Lebanon Mayor Bernie Ash estimated in January that the expansion would bring in $1.5 million in payroll and 50 new jobs, in addition to property and sales tax revenue increases. Although Kroger is now projecting fewer positions, the city has since scrapped talks about offering tax relief for the project.
“We haven’t done incentives for retail ever, I don’t think,” Ash said. “So we made up our minds not to do that.”
Kroger’s site plan also includes a new pharmacy drive-thru and store entryway, and is slated to go before the Lebanon City Council with a positive recommendation.
The commission also recommended against rezoning roughly 200 acres of residential property on Tater Peeler Road and Cainsville Road to industrial in the city’s Future Land Use Plan after a motion to approve failed 2-6.
Multiple area residents spoke against the rezoning during the meeting, including Maliea Oakley, who raised concerns about a lack of information on companies that might locate there.
“When you all make a decision tonight, you all are going to go home and you’re not going to have to deal with this any more,” she said. “However, the neighbors that are around this property, we’re going to have to deal with noise, with traffic, with blasting, with damage to our homes due to that blasting and problems with affecting sinkholes and that kind of thing. We’re going to have to deal with the repercussions of what it does to our property values.”
Joe McKnight, a realtor representing the project developer, said an automotive group had recently shown interest in the property but backed out of a contract because of COVID-19.
“It is very difficult to find large pieces of industrial property in Middle Tennessee, and when they’re available they tend to generate significant interest from a variety of developers and users,” he said. “We have several groups that are currently circling the property right now.”
McKnight said the rezoning could also generate significant tax property tax revenue for the city, estimating that a 650,000 square-foot facility would bring $90,000 annually based on nearby industrial properties. That figure does not account for the county’s potential share of any earnings, which McKnight’s estimate places around $260,000 per year.
After a motion to deny the rezoning tied, a majority of the commissioners ultimately voted against the measure.
“I oppose this and I’ll be voting against it,” vice-chairman Mack McCluskey said. “I just think it’s wrong to rezone property to industrial when it’s a primarily residential area.”
Chairperson David Taylor also voted against the rezoning and recommended the developers hold a public meeting with landowners, while commissioner Chad Williams said the body has typically voted against putting unknown industrial properties near residential homes.

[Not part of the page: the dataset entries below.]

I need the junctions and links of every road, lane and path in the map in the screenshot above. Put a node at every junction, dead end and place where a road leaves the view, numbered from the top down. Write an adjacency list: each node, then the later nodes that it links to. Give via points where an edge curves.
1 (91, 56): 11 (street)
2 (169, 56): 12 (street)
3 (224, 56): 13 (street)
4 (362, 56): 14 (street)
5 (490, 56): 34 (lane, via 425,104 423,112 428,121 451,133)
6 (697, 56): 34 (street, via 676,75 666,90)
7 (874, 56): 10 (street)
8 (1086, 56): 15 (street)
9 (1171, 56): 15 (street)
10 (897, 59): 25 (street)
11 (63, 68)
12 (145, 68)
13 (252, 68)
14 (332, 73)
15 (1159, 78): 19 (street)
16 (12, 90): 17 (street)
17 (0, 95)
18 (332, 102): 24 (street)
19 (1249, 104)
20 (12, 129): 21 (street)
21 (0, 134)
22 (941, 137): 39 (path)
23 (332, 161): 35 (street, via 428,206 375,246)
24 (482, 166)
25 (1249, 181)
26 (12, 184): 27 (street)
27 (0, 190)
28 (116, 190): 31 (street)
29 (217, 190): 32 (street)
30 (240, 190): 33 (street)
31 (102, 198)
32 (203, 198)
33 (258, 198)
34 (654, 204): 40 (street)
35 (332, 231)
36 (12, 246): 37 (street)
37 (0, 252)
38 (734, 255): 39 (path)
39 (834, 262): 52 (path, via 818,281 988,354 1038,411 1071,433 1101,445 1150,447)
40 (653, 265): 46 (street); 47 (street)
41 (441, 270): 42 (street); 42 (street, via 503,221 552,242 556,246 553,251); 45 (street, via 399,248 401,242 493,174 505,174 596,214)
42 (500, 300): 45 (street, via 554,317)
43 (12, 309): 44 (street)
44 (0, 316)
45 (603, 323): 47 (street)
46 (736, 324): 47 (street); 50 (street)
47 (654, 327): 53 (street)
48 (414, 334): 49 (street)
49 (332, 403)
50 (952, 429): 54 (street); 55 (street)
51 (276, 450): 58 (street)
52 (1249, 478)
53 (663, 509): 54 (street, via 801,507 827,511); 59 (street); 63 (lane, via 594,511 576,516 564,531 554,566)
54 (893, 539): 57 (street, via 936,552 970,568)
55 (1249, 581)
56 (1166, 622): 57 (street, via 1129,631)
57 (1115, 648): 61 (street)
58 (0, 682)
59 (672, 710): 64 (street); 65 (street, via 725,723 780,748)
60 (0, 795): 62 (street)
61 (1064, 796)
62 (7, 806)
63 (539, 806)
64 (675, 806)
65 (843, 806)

“I think that it’s a bad thing to do to surrounding residents to put a zoning in that we could have lots of noise, lots of light pollution,” Williams said. “I just don’t think that it’s fair to put an industrial zoning next to a residential zoning because the residents have been there, some of them their whole lives. If we want to put a residential neighborhood beside an industrial that’s fine and dandy because you know what you get when you move in, but these people who have these farms and homes that they’ve lived in for years and years, you’re going to have some issue with either extra traffic or noise or light pollution.”

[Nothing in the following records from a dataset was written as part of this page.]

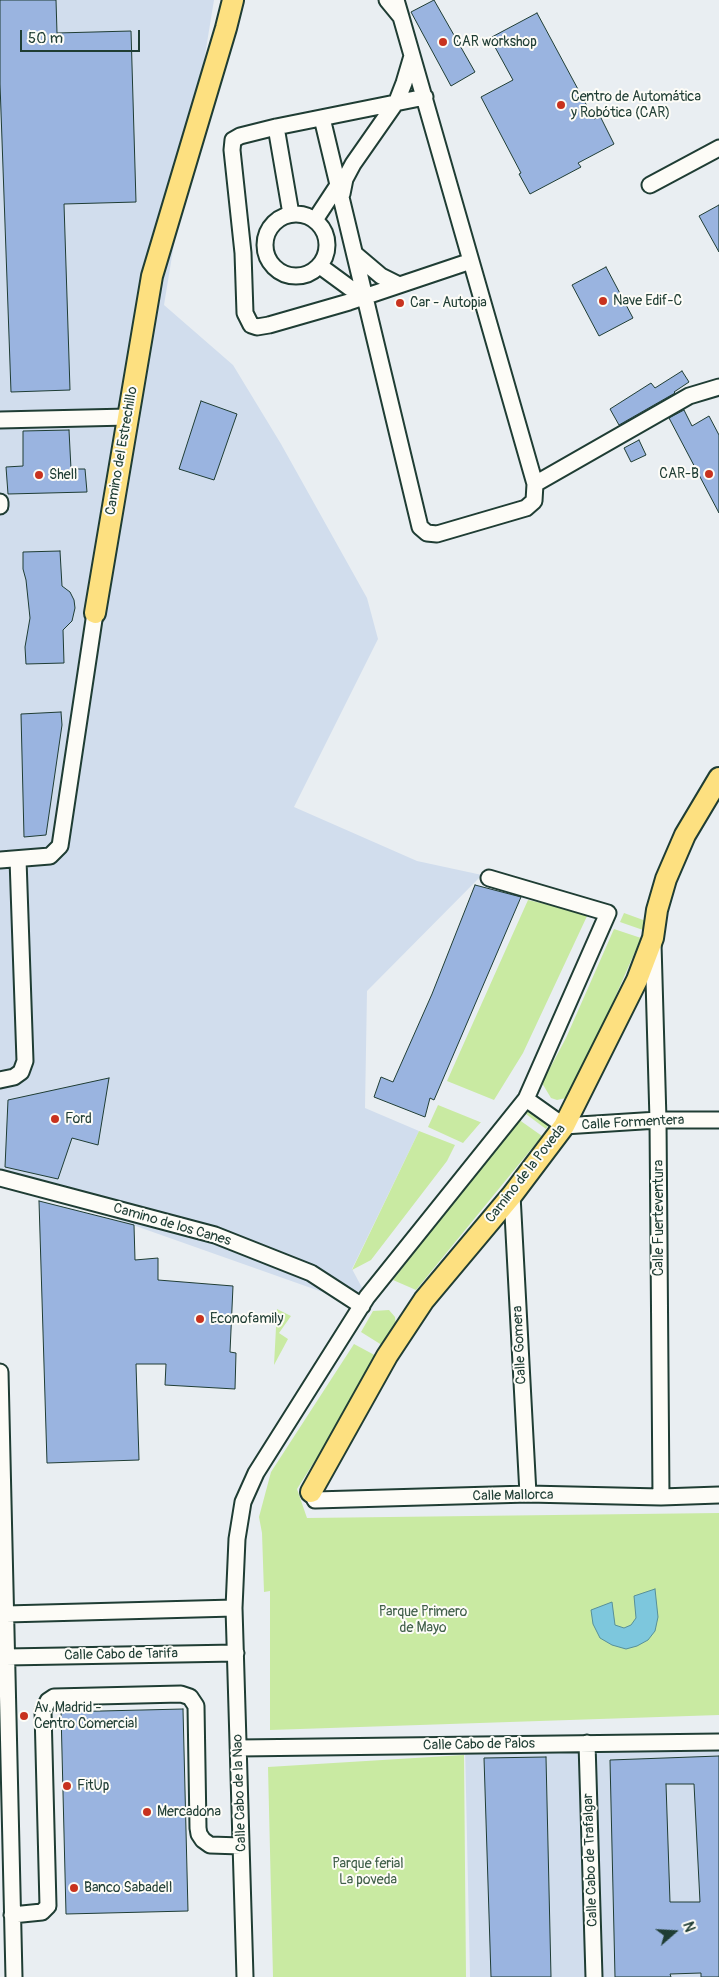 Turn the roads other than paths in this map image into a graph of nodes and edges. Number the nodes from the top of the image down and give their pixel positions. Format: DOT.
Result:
graph roads {
  1 [pos="233,0"];
  2 [pos="387,0"];
  3 [pos="396,0"];
  4 [pos="401,18"];
  5 [pos="412,54"];
  6 [pos="425,97"];
  7 [pos="397,101"];
  8 [pos="322,118"];
  9 [pos="276,127"];
  10 [pos="719,148"];
  11 [pos="650,185"];
  12 [pos="340,190"];
  13 [pos="291,214"];
  14 [pos="315,220"];
  15 [pos="264,249"];
  16 [pos="243,253"];
  17 [pos="355,254"];
  18 [pos="471,261"];
  19 [pos="320,266"];
  20 [pos="399,285"];
  21 [pos="365,296"];
  22 [pos="719,387"];
  23 [pos="128,417"];
  24 [pos="0,420"];
  25 [pos="535,484"];
  26 [pos="0,502"];
  27 [pos="0,506"];
  28 [pos="95,614"];
  29 [pos="719,778"];
  30 [pos="18,859"];
  31 [pos="0,860"];
  32 [pos="489,878"];
  33 [pos="653,938"];
  34 [pos="0,1080"];
  35 [pos="526,1099"];
  36 [pos="658,1120"];
  37 [pos="719,1120"];
  38 [pos="564,1126"];
  39 [pos="0,1178"];
  40 [pos="512,1195"];
  41 [pos="362,1306"];
  42 [pos="0,1372"];
  43 [pos="311,1492"];
  44 [pos="528,1494"];
  45 [pos="719,1495"];
  46 [pos="661,1498"];
  47 [pos="234,1608"];
  48 [pos="6,1614"];
  49 [pos="236,1653"];
  50 [pos="6,1656"];
  51 [pos="719,1742"];
  52 [pos="587,1743"];
  53 [pos="238,1748"];
  54 [pos="241,1846"];
  55 [pos="12,1915"];
  56 [pos="14,1977"];
  57 [pos="245,1977"];
  58 [pos="594,1977"];
  1 -- 23 [label="main road, Camino del Estrechillo"];
  2 -- 4 [label="street"];
  3 -- 4 [label="street"];
  4 -- 5 [label="street"];
  5 -- 6 [label="street"];
  5 -- 7 [label="street"];
  6 -- 7 [label="street"];
  6 -- 18 [label="street"];
  7 -- 8 [label="street"];
  7 -- 12 [label="street"];
  8 -- 9 [label="street"];
  8 -- 12 [label="street"];
  9 -- 13 [label="street"];
  9 -- 16 [label="street"];
  10 -- 11 [label="street"];
  12 -- 14 [label="street"];
  12 -- 17 [label="street"];
  13 -- 14 [label="street"];
  13 -- 15 [label="street"];
  14 -- 19 [label="street"];
  15 -- 16 [label="street"];
  15 -- 19 [label="street"];
  16 -- 21 [label="street"];
  17 -- 20 [label="street"];
  17 -- 21 [label="street"];
  18 -- 20 [label="street"];
  18 -- 25 [label="street"];
  19 -- 21 [label="street"];
  20 -- 21 [label="street"];
  21 -- 25 [label="street"];
  22 -- 25 [label="street"];
  23 -- 24 [label="street"];
  23 -- 28 [label="main road, Camino del Estrechillo"];
  26 -- 27 [label="street"];
  28 -- 30 [label="street, Camino del Estrechillo"];
  29 -- 33 [label="main road, Camino de la Poveda"];
  30 -- 31 [label="street, Camino del Estrechillo"];
  30 -- 34 [label="street"];
  32 -- 35 [label="street"];
  33 -- 36 [label="street, Calle Fuerteventura"];
  33 -- 38 [label="main road, Camino de la Poveda"];
  35 -- 38 [label="street, Calle Formentera"];
  35 -- 41 [label="street"];
  36 -- 37 [label="street, Calle Formentera"];
  36 -- 38 [label="street, Calle Formentera"];
  36 -- 46 [label="street, Calle Fuerteventura"];
  38 -- 40 [label="main road, Camino de la Poveda"];
  39 -- 41 [label="street, Camino de los Canes"];
  40 -- 43 [label="main road, Camino de la Poveda"];
  40 -- 44 [label="street, Calle Gomera"];
  41 -- 47 [label="street"];
  42 -- 48 [label="street"];
  43 -- 44 [label="street, Calle Mallorca"];
  44 -- 46 [label="street, Calle Mallorca"];
  45 -- 46 [label="street, Calle Mallorca"];
  47 -- 48 [label="street"];
  47 -- 49 [label="street, Calle Cabo de la Nao"];
  48 -- 50 [label="street"];
  49 -- 50 [label="street, Calle Cabo de Tarifa"];
  49 -- 53 [label="street, Calle Cabo de la Nao"];
  50 -- 55 [label="street"];
  51 -- 52 [label="street, Calle Cabo de Palos"];
  52 -- 53 [label="street, Calle Cabo de Palos"];
  52 -- 58 [label="street, Calle Cabo de Trafalgar"];
  53 -- 54 [label="street, Calle Cabo de la Nao"];
  54 -- 55 [label="street"];
  54 -- 57 [label="street, Calle Cabo de la Nao"];
  55 -- 56 [label="street"];
}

The Lebanon City Council retains the final say on the rezoning and will receive a negative recommendation from the planning commission. Ward 3 Councilor Camille Burdine, who also serves on the planning commission, expressed support for the item.

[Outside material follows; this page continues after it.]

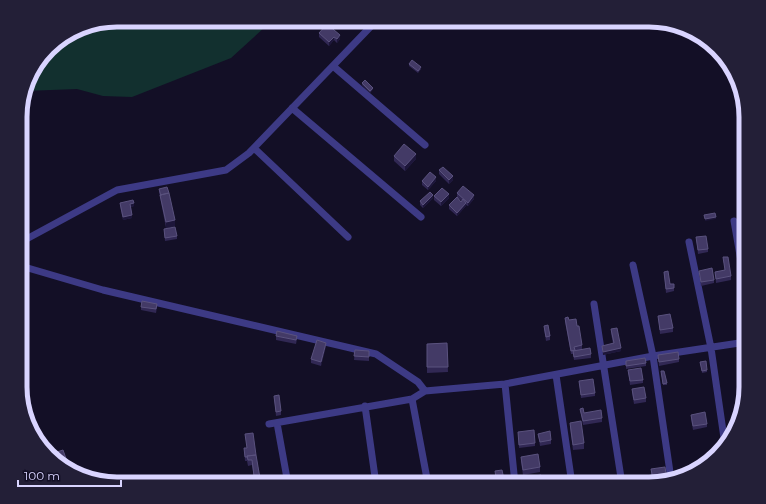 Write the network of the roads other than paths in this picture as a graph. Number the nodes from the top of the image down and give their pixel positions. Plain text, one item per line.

“I think when you’re talking residential, we have to put kids through school and the tax base isn’t as high as what industrial is,” she said. “I think with the timing of COVID, we do need jobs. I sit on the Joint Economic Development Board for Wilson County, that’s one thing they talk about every month is we do not have any site ready for industrial. So we’re very short on that. I feel very strongly that for economic development purposes … this would be in Lebanon city’s best interest for our citizens and our tax bases.”